* _What is expected_
All lines below are to be output exactly as they stand.

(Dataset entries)
──────────────────────────────
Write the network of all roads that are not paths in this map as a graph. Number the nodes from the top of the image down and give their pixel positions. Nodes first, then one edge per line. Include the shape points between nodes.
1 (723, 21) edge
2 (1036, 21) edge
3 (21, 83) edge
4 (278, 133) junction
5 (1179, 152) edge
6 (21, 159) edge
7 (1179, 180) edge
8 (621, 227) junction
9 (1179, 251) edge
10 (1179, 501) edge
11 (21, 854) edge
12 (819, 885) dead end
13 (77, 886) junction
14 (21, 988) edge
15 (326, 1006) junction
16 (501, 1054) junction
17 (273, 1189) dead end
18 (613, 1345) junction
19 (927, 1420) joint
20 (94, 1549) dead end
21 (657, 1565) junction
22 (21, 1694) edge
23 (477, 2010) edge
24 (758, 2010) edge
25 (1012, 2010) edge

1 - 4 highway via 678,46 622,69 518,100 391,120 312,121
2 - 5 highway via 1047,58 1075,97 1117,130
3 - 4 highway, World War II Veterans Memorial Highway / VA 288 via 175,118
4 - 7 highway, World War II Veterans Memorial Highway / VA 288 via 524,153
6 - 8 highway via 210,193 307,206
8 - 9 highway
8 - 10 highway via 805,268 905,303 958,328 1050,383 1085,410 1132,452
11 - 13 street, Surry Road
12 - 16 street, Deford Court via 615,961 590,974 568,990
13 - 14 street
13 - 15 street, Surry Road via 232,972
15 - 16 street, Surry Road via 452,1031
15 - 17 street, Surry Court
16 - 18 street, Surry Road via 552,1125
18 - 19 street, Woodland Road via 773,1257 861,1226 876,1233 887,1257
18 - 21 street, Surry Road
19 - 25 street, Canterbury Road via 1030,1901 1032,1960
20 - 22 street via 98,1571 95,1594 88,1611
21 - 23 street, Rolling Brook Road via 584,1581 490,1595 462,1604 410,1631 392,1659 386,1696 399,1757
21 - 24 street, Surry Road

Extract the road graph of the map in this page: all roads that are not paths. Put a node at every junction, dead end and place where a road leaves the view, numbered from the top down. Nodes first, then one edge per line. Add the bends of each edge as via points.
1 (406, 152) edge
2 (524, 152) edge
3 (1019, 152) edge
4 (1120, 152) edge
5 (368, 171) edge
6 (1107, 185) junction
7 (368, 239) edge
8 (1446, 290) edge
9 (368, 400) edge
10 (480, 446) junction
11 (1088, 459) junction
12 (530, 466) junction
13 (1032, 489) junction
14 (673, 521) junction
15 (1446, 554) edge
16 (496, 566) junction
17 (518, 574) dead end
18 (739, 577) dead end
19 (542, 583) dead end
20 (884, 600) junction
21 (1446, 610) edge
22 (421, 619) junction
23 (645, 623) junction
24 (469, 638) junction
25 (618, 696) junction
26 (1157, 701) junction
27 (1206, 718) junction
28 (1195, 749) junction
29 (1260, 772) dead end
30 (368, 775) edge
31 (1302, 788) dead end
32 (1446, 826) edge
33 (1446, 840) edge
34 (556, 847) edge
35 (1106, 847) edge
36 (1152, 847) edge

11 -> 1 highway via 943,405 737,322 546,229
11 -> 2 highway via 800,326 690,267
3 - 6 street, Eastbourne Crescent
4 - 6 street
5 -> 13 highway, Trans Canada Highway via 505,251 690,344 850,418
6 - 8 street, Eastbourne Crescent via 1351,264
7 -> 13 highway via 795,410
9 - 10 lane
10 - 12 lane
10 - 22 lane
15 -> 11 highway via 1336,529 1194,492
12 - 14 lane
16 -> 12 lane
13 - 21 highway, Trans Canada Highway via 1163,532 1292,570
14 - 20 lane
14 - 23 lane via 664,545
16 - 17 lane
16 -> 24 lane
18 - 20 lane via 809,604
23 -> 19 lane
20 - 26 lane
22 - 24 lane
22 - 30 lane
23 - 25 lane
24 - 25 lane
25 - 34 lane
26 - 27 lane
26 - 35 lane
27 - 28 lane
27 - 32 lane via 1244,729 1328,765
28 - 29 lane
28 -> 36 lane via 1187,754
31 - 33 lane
──────────────────────────────
* _Exercise response_
Write the network of all roads that are not paths in this map as a graph. Number the nodes from the top of the image down and give their pixel positions. Nodes first, then one edge per line. Include the shape points between nodes.
1 (723, 21) edge
2 (1036, 21) edge
3 (21, 83) edge
4 (278, 133) junction
5 (1179, 152) edge
6 (21, 159) edge
7 (1179, 180) edge
8 (621, 227) junction
9 (1179, 251) edge
10 (1179, 501) edge
11 (21, 854) edge
12 (819, 885) dead end
13 (77, 886) junction
14 (21, 988) edge
15 (326, 1006) junction
16 (501, 1054) junction
17 (273, 1189) dead end
18 (613, 1345) junction
19 (927, 1420) joint
20 (94, 1549) dead end
21 (657, 1565) junction
22 (21, 1694) edge
23 (477, 2010) edge
24 (758, 2010) edge
25 (1012, 2010) edge

1 - 4 highway via 678,46 622,69 518,100 391,120 312,121
2 - 5 highway via 1047,58 1075,97 1117,130
3 - 4 highway, World War II Veterans Memorial Highway / VA 288 via 175,118
4 - 7 highway, World War II Veterans Memorial Highway / VA 288 via 524,153
6 - 8 highway via 210,193 307,206
8 - 9 highway
8 - 10 highway via 805,268 905,303 958,328 1050,383 1085,410 1132,452
11 - 13 street, Surry Road
12 - 16 street, Deford Court via 615,961 590,974 568,990
13 - 14 street
13 - 15 street, Surry Road via 232,972
15 - 16 street, Surry Road via 452,1031
15 - 17 street, Surry Court
16 - 18 street, Surry Road via 552,1125
18 - 19 street, Woodland Road via 773,1257 861,1226 876,1233 887,1257
18 - 21 street, Surry Road
19 - 25 street, Canterbury Road via 1030,1901 1032,1960
20 - 22 street via 98,1571 95,1594 88,1611
21 - 23 street, Rolling Brook Road via 584,1581 490,1595 462,1604 410,1631 392,1659 386,1696 399,1757
21 - 24 street, Surry Road

Extract the road graph of the map in this page: all roads that are not paths. Put a node at every junction, dead end and place where a road leaves the view, numbered from the top down. Nodes first, then one edge per line. Add the bends of each edge as via points.
1 (406, 152) edge
2 (524, 152) edge
3 (1019, 152) edge
4 (1120, 152) edge
5 (368, 171) edge
6 (1107, 185) junction
7 (368, 239) edge
8 (1446, 290) edge
9 (368, 400) edge
10 (480, 446) junction
11 (1088, 459) junction
12 (530, 466) junction
13 (1032, 489) junction
14 (673, 521) junction
15 (1446, 554) edge
16 (496, 566) junction
17 (518, 574) dead end
18 (739, 577) dead end
19 (542, 583) dead end
20 (884, 600) junction
21 (1446, 610) edge
22 (421, 619) junction
23 (645, 623) junction
24 (469, 638) junction
25 (618, 696) junction
26 (1157, 701) junction
27 (1206, 718) junction
28 (1195, 749) junction
29 (1260, 772) dead end
30 (368, 775) edge
31 (1302, 788) dead end
32 (1446, 826) edge
33 (1446, 840) edge
34 (556, 847) edge
35 (1106, 847) edge
36 (1152, 847) edge

11 -> 1 highway via 943,405 737,322 546,229
11 -> 2 highway via 800,326 690,267
3 - 6 street, Eastbourne Crescent
4 - 6 street
5 -> 13 highway, Trans Canada Highway via 505,251 690,344 850,418
6 - 8 street, Eastbourne Crescent via 1351,264
7 -> 13 highway via 795,410
9 - 10 lane
10 - 12 lane
10 - 22 lane
15 -> 11 highway via 1336,529 1194,492
12 - 14 lane
16 -> 12 lane
13 - 21 highway, Trans Canada Highway via 1163,532 1292,570
14 - 20 lane
14 - 23 lane via 664,545
16 - 17 lane
16 -> 24 lane
18 - 20 lane via 809,604
23 -> 19 lane
20 - 26 lane
22 - 24 lane
22 - 30 lane
23 - 25 lane
24 - 25 lane
25 - 34 lane
26 - 27 lane
26 - 35 lane
27 - 28 lane
27 - 32 lane via 1244,729 1328,765
28 - 29 lane
28 -> 36 lane via 1187,754
31 - 33 lane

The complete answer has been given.